La criminologue Marie-Ève Lamoureux, qui travaille chez Équijustice, service de médiation citoyenne, est d’un autre avis.

Selon elle, il faut enlever rapidement les graffitis et arrêter les tagueurs pour éviter que la situation ne dégénère. « Des fois, la criminalité s’installe dans un quartier quand les gens en prennent moins soin. Il y a une vitre cassée, pourquoi ne pas casser l’autre à côté ? Personne ne surveille, pourquoi ne pas faire un graffiti ? »

Il existe de bonnes pratiques à adopter pour éviter les tags, ajoute-t-elle. Elles consistent entre autres à faire pousser de la vigne sur les murs et la devanture, à s’assurer que les surfaces sont bien éclairées le soir, à peindre des murales, même si cela n’est pas toujours efficace, et à planter des arbustes pour rendre l’accès au bâtiment plus compliqué.

Mais il n’en reste pas moins que ce fléau ne disparaîtra pas sans une certaine intervention policière.

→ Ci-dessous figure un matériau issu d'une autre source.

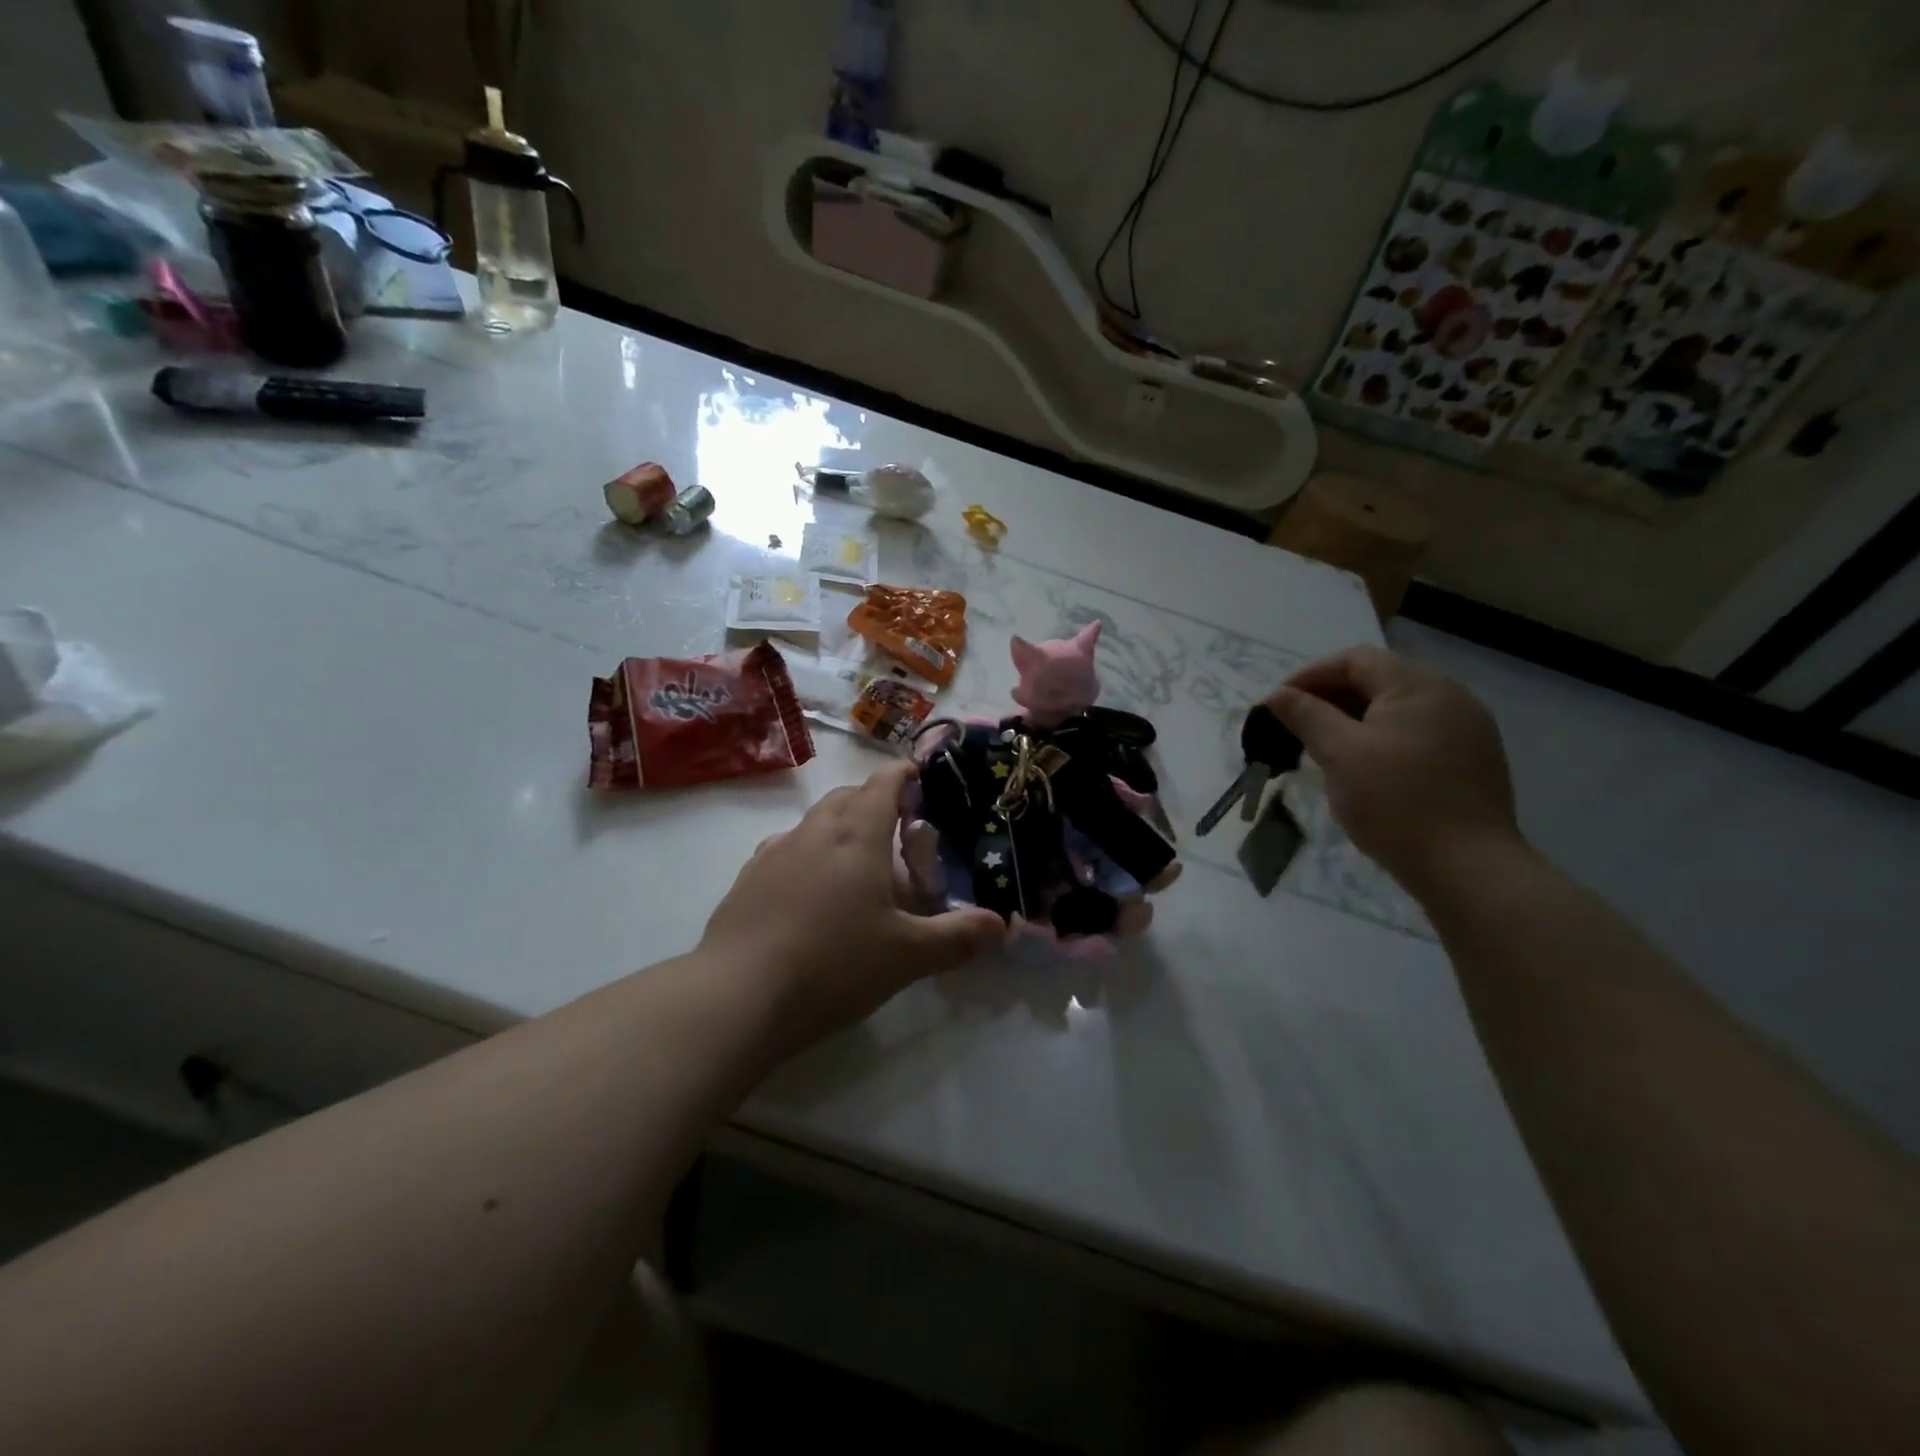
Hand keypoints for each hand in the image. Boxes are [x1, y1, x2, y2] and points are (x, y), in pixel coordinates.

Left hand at [699, 761, 1003, 1045]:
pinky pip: (785, 848)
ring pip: (814, 821)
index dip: (903, 775)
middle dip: (874, 800)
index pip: (883, 784)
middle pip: (847, 796)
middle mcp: (814, 832)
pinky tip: (809, 887)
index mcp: (857, 836)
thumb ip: (958, 937)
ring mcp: (774, 852)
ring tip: (856, 859)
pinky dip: (806, 852)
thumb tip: (1002, 924)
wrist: (739, 995)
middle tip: (898, 828)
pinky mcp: (747, 879)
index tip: (919, 777)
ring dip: (838, 825)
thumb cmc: (834, 964)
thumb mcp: (908, 956)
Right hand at [1264, 647, 1521, 893]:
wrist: (1467, 866)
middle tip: (1295, 728)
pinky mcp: (1472, 760)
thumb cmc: (1396, 802)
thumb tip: (1276, 695)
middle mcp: (1449, 696)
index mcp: (1418, 686)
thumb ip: (1306, 716)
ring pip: (1397, 709)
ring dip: (1354, 720)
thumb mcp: (1340, 754)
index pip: (1354, 660)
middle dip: (1330, 698)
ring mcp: (1466, 729)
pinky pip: (1416, 733)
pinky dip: (1381, 739)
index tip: (1278, 706)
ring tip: (1324, 749)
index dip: (1310, 676)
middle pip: (1378, 680)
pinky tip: (1365, 769)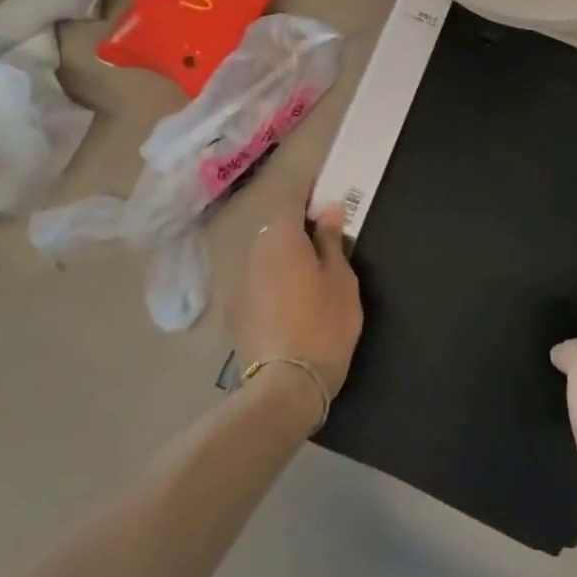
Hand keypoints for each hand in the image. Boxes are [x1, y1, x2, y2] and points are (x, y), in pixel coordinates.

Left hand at [233, 192, 362, 402]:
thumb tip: (328, 207)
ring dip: (285, 255)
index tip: (324, 191)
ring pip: (266, 257)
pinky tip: (291, 300)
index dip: (308, 192)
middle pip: (276, 228)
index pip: (292, 199)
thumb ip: (331, 239)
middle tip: (325, 236)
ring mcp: (241, 284)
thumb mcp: (340, 279)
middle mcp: (254, 253)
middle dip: (298, 226)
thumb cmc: (324, 324)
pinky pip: (259, 283)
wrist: (285, 386)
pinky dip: (274, 281)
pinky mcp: (236, 313)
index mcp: (281, 238)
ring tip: (310, 269)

Pas dans un esprit de répression, ajoute Mme Lamoureux, pour qui il ne s’agit quand même que de délits mineurs, mais pour faire comprendre aux tagueurs, dans un esprit de justice réparatrice, que ce qu’ils font cause du tort et que ce tort doit être réparé, par exemple en enlevant des graffitis ou en faisant des travaux communautaires.